[DATA FOR REVIEW]:
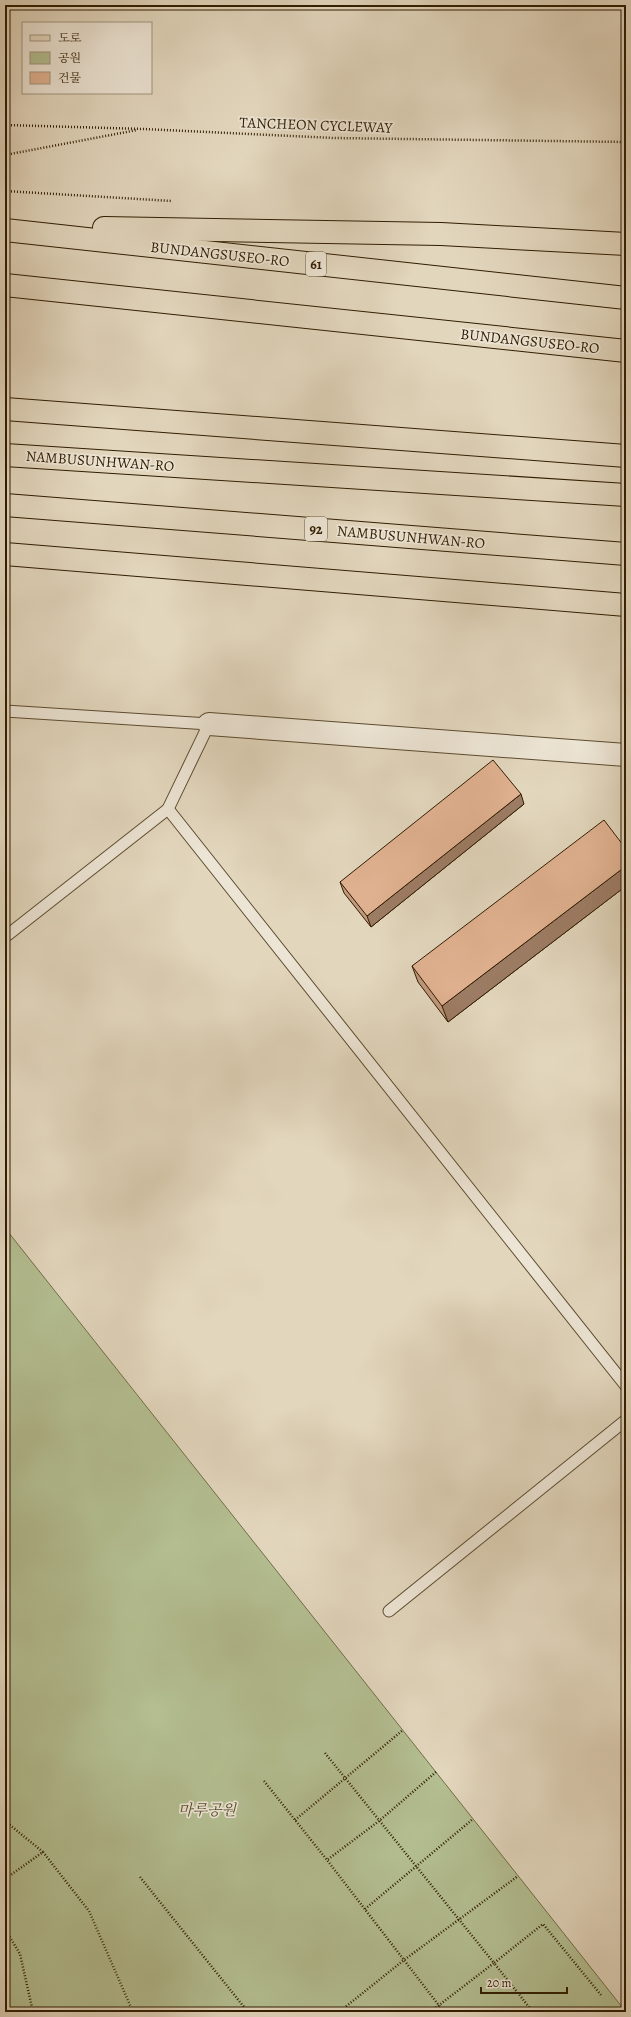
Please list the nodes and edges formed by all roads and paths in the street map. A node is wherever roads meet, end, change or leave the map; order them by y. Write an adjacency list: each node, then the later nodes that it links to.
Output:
1 (5, 125): 2 (path, TANCHEON CYCLEWAY)
2 (144, 129): 3 (path, TANCHEON CYCLEWAY); 4 (path)
3 (626, 142)
4 (5, 155)
5 (5, 227): 7 (main road)
6 (5, 230): 9 (main road, BUNDANGSUSEO-RO / 61)
7 (626, 244)
8 (5, 285): 10 (main road, BUNDANGSUSEO-RO)
9 (626, 298)
10 (626, 351)
11 (5, 409): 13 (main road)
12 (5, 455): 14 (main road, NAMBUSUNHWAN-RO)
13 (626, 456)
14 (626, 495)
15 (5, 505): 17 (main road, NAMBUSUNHWAN-RO / 92)
16 (5, 554): 18 (main road)
17 (626, 554)
18 (626, 605)
19 (5, 711): 20 (lane)
20 (209, 724): 21 (street); 22 (lane)
21 (626, 755)
22 (168, 809): 23 (lane); 24 (lane)
23 (5, 936)
24 (626, 1386)
25 (626, 1420): 26 (lane)
26 (389, 1611)
27 (403, 1730): 30 (path)
28 (325, 1753): 30 (path)
29 (436, 1772): 34 (path)
30 (345, 1778): 33 (path); 34 (path)
31 (264, 1781): 33 (path)
32 (473, 1819): 38 (path)
33 (295, 1820): 37 (path)
34 (379, 1820): 37 (path); 38 (path)
35 (5, 1821): 36 (path)
36 (43, 1852): 41 (path); 50 (path)
37 (327, 1860): 42 (path)
38 (416, 1866): 42 (path); 43 (path)
39 (518, 1876): 43 (path)
40 (140, 1877): 51 (path)
41 (5, 1879)
42 (365, 1909): 45 (path)
43 (458, 1920): 45 (path); 46 (path)
44 (5, 1929): 49 (path)
45 (404, 1960): 48 (path); 52 (path)
46 (494, 1963): 47 (path); 48 (path); 55 (path)
47 (602, 1995)
48 (439, 2004): 53 (path); 54 (path)
49 (33, 2012)
50 (133, 2012)
51 (248, 2012)
52 (339, 2012)
53 (430, 2012)
54 (444, 2012)
55 (533, 2012)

[YOUR ASSIGNMENT]:
Working through the records above, copy each line in which "lane" is found.

[SOLUTION FOR THIS EXERCISE]:
19 (5, 711): 20 (lane)
20 (209, 724): 21 (street); 22 (lane)
22 (168, 809): 23 (lane); 24 (lane)
25 (626, 1420): 26 (lane)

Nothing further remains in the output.